Example of an un-useful prejudice: Rural people are more resourceful and independent than urban people.
The attitude of believing in our own sturdy individualism is likely to give us one helluva shock if we ever notice what official and unofficial cooperation can accomplish in a city.
Lights stay on, toilets flush, garbage gets picked up, and people trust each system to work. I don’t know if it amazes you, but I’ve lived with burn barrels and five gallon buckets so long that I can enjoy being surprised, for a few days, by the cooperation that makes the garbage go away, the poop disappear, and the clean water flow out of the faucet.

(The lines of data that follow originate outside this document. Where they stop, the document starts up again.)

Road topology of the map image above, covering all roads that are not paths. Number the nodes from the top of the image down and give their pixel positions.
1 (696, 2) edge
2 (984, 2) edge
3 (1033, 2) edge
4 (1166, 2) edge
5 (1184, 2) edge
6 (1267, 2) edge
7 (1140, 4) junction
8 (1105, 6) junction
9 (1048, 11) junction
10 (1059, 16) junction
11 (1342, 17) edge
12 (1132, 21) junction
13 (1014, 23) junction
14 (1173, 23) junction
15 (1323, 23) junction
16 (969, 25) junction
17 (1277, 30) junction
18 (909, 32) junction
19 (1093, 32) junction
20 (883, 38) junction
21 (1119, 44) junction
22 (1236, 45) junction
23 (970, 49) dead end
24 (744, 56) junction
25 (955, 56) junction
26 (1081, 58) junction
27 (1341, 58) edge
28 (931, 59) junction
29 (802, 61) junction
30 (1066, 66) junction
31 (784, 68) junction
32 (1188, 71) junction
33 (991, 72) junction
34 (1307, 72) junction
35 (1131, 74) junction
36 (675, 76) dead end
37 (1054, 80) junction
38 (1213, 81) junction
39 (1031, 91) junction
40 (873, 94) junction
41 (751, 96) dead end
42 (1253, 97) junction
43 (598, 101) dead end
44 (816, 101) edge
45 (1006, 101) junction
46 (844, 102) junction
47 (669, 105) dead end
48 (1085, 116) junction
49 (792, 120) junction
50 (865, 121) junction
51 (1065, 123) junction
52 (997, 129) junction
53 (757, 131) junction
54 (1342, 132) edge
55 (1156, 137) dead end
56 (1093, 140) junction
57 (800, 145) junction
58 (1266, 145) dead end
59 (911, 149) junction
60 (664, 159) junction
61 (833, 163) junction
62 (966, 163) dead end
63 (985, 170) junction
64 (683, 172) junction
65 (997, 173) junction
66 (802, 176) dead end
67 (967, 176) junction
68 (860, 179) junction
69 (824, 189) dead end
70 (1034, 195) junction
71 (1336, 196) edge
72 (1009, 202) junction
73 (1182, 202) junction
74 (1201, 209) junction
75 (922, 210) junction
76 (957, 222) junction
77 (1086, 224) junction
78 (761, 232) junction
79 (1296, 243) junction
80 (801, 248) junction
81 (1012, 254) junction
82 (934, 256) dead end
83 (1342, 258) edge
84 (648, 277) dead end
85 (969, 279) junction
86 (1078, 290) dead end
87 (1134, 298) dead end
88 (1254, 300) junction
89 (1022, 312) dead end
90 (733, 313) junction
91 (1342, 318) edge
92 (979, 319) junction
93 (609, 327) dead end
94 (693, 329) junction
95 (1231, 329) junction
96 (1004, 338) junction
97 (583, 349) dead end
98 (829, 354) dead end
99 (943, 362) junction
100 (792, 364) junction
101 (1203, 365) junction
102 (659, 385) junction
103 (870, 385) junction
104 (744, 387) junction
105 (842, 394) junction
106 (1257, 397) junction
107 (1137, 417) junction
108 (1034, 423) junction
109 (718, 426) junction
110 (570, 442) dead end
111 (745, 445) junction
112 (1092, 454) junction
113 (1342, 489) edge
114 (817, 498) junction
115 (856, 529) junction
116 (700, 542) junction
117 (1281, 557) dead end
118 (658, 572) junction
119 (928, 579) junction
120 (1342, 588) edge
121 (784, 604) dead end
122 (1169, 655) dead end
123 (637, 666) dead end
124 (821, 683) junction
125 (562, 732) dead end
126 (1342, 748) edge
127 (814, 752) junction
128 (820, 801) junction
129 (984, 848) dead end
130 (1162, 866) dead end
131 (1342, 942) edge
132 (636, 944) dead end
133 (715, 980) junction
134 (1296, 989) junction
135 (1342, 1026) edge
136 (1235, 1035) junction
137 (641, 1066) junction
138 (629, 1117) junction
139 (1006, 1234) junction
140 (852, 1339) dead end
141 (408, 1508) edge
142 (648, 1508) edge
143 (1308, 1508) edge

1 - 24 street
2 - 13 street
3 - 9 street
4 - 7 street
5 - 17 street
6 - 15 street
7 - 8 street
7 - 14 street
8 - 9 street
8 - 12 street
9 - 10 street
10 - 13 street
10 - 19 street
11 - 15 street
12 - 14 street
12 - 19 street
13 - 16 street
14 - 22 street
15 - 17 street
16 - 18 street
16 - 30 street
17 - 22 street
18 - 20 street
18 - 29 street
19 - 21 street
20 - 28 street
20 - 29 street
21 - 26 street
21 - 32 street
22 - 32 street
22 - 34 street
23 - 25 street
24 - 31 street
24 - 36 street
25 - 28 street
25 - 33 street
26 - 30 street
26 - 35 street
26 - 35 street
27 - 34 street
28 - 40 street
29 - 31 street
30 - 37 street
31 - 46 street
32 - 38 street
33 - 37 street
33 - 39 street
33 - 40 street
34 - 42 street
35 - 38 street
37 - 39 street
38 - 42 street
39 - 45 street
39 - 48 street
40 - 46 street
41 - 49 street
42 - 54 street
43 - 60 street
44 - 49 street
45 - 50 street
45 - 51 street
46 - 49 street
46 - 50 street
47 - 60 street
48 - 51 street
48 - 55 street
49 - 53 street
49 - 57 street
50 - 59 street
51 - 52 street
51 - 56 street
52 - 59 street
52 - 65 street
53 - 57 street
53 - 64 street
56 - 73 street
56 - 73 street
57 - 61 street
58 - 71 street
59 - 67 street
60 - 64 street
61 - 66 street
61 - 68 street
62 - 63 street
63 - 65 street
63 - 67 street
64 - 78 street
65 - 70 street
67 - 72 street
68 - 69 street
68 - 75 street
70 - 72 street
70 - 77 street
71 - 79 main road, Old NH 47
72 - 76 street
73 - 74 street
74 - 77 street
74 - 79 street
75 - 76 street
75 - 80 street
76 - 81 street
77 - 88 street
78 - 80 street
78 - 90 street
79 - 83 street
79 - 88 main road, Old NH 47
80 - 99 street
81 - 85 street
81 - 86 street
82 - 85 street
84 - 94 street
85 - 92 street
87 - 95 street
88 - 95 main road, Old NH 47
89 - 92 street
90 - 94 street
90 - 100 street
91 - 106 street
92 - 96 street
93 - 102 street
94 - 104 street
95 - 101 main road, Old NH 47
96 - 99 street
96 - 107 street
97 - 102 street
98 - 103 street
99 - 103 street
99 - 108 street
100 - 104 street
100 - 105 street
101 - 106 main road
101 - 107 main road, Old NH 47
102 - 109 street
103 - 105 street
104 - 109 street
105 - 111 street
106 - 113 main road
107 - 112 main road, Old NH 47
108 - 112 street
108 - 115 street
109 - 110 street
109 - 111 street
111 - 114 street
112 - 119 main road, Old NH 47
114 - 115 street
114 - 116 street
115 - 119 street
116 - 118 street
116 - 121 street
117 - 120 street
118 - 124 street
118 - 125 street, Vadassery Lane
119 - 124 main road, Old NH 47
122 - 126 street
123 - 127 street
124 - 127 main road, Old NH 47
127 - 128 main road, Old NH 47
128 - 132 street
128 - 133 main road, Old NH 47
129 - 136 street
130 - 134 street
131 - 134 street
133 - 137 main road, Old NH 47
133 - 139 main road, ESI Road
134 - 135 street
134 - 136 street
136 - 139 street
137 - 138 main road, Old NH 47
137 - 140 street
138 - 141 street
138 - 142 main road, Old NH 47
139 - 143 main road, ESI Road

During my short stint as a teen counselor out west, I once sat up all night talking with an outstanding high school teacher in the Yukon village of Grayling. She said the most educational field trip she was ever able to give her students was a trip to Chicago, where they asked, “How can the buses know where to go?” She said experiencing trust in large systems such as subways and skyscrapers gave her students confidence in themselves and in democracy—which if you think about it is an extreme form of trust.
You don’t have to live there, and if you are like us, you don’t want to live there. You just have to know that it exists.
Footnote example of an un-useful prejudice: Rural people are friendlier than urban people.
This may even be true, but forget about it. You don’t need help from
everyone who lives in the city. Take the wrong exit, lose your wallet, spill your vanilla latte on the counter, and the kindness of strangers
will astound you.
Besides, even the idea of what’s urban and what’s not can be up for grabs. Riding to Anchorage with my neighbor Rosemary Bartley a few years ago, I could feel my fist tightening around my Sam’s Club list as we approached the region of exits and converging lanes. Rosemary, a native of Chicago, gave a contented little sigh as she nimbly maneuvered her green van through the traffic. “Anchorage is such a nice little town,” she said.